### What is expected
Filter the listing below, keeping only the lines with the word "main".

### Dataset
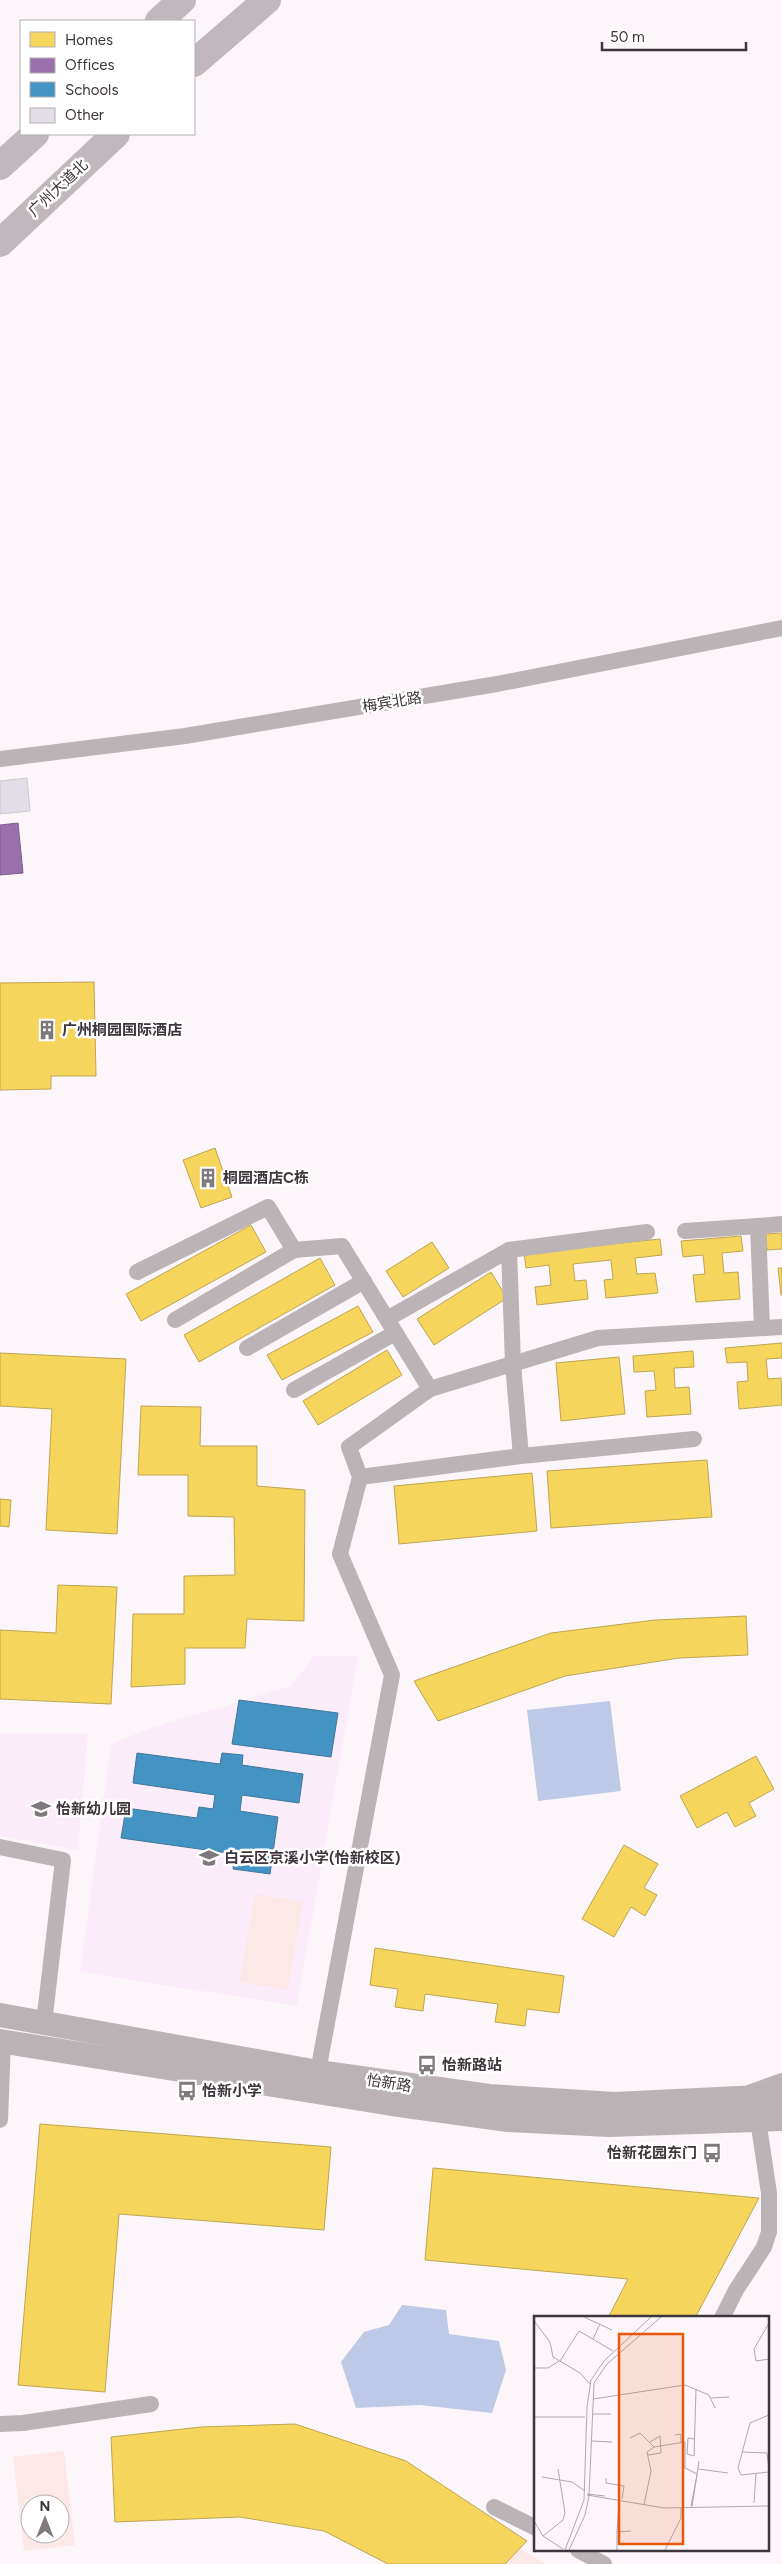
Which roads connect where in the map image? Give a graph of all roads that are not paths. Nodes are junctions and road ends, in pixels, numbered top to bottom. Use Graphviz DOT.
graph roads {
  1 [pos="182,0"];
  2 [pos="267,0"];
  3 [pos="160,20"];
  4 [pos="195,62"];
  5 [pos="34,135"];
  6 [pos="115,135"];
  7 [pos="0,166"];
  8 [pos="0,242"];
  9 [pos="782,628"];
  10 [pos="0,759"];
  11 [pos="782,1224"];
  12 [pos="758,1226"];
  13 [pos="685,1231"];
  14 [pos="647,1232"];
  15 [pos="294,1250"];
  16 [pos="509,1250"];
  17 [pos="137,1272"];
  18 [pos="364,1281"];
  19 [pos="176,1320"];
  20 [pos="391,1326"];
  21 [pos="782,1327"];
  22 [pos="762,1328"];
  23 [pos="247,1348"];
  24 [pos="513,1364"];
  25 [pos="430,1389"];
  26 [pos="294,1390"];
  27 [pos="694,1439"];
  28 [pos="522,1456"];
  29 [pos="360,1477"];
  30 [pos="0,1847"];
  31 [pos="0,2015"];
  32 [pos="44,2023"];
  33 [pos="2,2041"];
  34 [pos="782,2081"];
  35 [pos="316,2082"];
  36 [pos="782,2096"];
  37 [pos="734,2098"];
  38 [pos="782,2119"];
  39 [pos="0,2120"];
  40 [pos="758,2120"];
  41 [pos="723,2316"];
  42 [pos="151,2404"];
  43 [pos="0,2424"];
  44 [pos="494,2507"];
  45 [pos="534,2527"];
  46 [pos="582,2552"];
  47 [pos="611,2552"];
  48 [pos="605,2564"];
  1 -- 3 [label="highway"];
  2 -- 4 [label="highway"];
  5 -- 7 [label="highway"];
  6 -- 8 [label="highway, 广州大道北"];
  9 -- 10 [label="street, 梅宾北路"];
  11 -- 12 [label="street"];
  12 -- 13 [label="street"];
  12 -- 22 [label="street"];
  14 -- 16 [label="street"];
  15 -- 17 [label="street"];
  15 -- 18 [label="street"];
  15 -- 19 [label="street"];
  16 -- 20 [label="street"];
  16 -- 24 [label="street"];
  18 -- 20 [label="street"];
  18 -- 23 [label="street"];
  20 -- 25 [label="street"];
  20 -- 26 [label="street"];
  21 -- 22 [label="street"];
  22 -- 24 [label="street"];
  24 -- 25 [label="street"];
  24 -- 28 [label="street"];
  25 -- 29 [label="street"];
  27 -- 28 [label="street"];
  28 -- 29 [label="street"];
  29 -- 35 [label="street"];
  30 -- 32 [label="street"];
  31 -- 32 [label="main road, 怡新路"];
  32 -- 35 [label="main road, 怡新路"];
  33 -- 35 [label="main road, 怡新路"];
  33 -- 39 [label="street"];
  34 -- 37 [label="street"];
  35 -- 37 [label="main road, 怡新路"];
  35 -- 40 [label="main road, 怡新路"];
  36 -- 37 [label="main road, 怡新路"];
  38 -- 40 [label="main road, 怡新路"];
  40 -- 41 [label="street"];
  42 -- 43 [label="street"];
  44 -- 45 [label="street"];
  46 -- 48 [label="street"];
  47 -- 48 [label="street"];
}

### Exercise result
  31 -- 32 [label="main road, 怡新路"];
  32 -- 35 [label="main road, 怡新路"];
  33 -- 35 [label="main road, 怡新路"];
  35 -- 37 [label="main road, 怡新路"];
  35 -- 40 [label="main road, 怡新路"];
  36 -- 37 [label="main road, 怡新路"];
  38 -- 40 [label="main road, 怡新路"];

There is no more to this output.